2.3.: "1971 gab es in FREIBURG Pläne, den Bahnhof unter die Erde zu bringen"...: !!!

Gute Architektur lädt ein, zieht an...
Orte mit schlechter Architektur werden gemieden!

Was tut die Bahn für ihre "Kund:innen"?

- Oder sollte man richtiger sagen "Was tut die Bahn ihren Kund:innen an?"

Preisfrage: "In welcher Bahnhofsumgebung fühlen sich Fahrgäste ernst genommen als "Kund:innen"?"

-> de.wikipedia.org: "Bahnhof"
-> allianz-pro-schiene.de: "Bahnhof des Jahres"
-> bahnhof.de: "Zukunftsbahnhof"
-> structurae.net: "Bahnhofsgebäude"

Eimeldingen - das Fanal schlechthin

So sah es bis 2008 einmal aus: Nicht neu, aber praktisch (ebenerdiger Hausbahnsteig!) und typisch für das Markgräflerland

Baden-Baden: "Am Fuß des Schwarzwalds"?

Können Sie den Schwarzwald auf dem Foto sehen? Ich nicht: Eine grosse weiße Schallschutzwand blockt meinen Blick

Die Bahn meint wohl, dass Reisende nach Baden-Baden ohnehin nur mit Limousine und Chauffeur*in anreisen?
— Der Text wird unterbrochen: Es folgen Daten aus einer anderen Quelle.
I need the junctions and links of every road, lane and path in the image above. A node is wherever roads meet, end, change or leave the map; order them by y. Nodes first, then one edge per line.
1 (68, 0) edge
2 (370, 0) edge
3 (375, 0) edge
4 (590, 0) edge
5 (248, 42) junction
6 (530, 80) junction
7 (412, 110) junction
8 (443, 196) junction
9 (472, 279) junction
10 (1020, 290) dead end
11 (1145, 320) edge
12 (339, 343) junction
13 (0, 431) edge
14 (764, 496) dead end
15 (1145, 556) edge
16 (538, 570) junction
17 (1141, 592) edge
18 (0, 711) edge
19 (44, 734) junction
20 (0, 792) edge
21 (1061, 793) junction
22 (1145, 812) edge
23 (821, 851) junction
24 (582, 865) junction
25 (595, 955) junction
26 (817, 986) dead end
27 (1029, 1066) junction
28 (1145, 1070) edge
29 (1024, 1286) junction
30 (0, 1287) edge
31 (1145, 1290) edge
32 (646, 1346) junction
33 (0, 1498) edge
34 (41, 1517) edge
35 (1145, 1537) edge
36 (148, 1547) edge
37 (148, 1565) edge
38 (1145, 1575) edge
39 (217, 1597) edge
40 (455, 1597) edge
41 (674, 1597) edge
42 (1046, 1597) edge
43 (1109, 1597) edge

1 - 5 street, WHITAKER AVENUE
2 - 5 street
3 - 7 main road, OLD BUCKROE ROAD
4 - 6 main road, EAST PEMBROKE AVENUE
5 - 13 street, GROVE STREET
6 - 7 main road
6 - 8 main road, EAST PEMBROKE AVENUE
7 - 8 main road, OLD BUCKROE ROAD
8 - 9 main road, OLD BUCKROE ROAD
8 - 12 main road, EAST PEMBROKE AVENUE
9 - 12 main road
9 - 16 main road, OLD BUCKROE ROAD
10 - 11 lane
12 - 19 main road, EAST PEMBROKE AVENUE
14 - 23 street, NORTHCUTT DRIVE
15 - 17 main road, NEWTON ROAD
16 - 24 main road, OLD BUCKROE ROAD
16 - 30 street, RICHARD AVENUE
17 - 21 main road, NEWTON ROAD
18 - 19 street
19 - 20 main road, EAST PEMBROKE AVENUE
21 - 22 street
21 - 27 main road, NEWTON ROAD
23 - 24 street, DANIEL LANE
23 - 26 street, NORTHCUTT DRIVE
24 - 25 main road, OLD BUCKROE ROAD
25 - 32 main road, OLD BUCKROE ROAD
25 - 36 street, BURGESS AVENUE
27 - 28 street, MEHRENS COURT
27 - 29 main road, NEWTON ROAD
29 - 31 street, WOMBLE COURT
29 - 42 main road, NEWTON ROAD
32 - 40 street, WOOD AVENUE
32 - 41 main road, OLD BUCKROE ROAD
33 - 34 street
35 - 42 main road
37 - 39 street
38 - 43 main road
Vom eigentlich hübschen Bahnhofsgebäude mit einem ähnlichen Architekturstil wie die alten Bahnhofsgebäude im Markgräflerland, schaut gerade noch das obere Dachspitz über die Schallschutzwand.

Willebadessen - der Lieblosigkeit Höhepunkt?

Sie halten dieses Foto für eine gut gemachte Fotomontage? - LEIDER NEIN! Es zeigt nichts als die nackte Wahrheit.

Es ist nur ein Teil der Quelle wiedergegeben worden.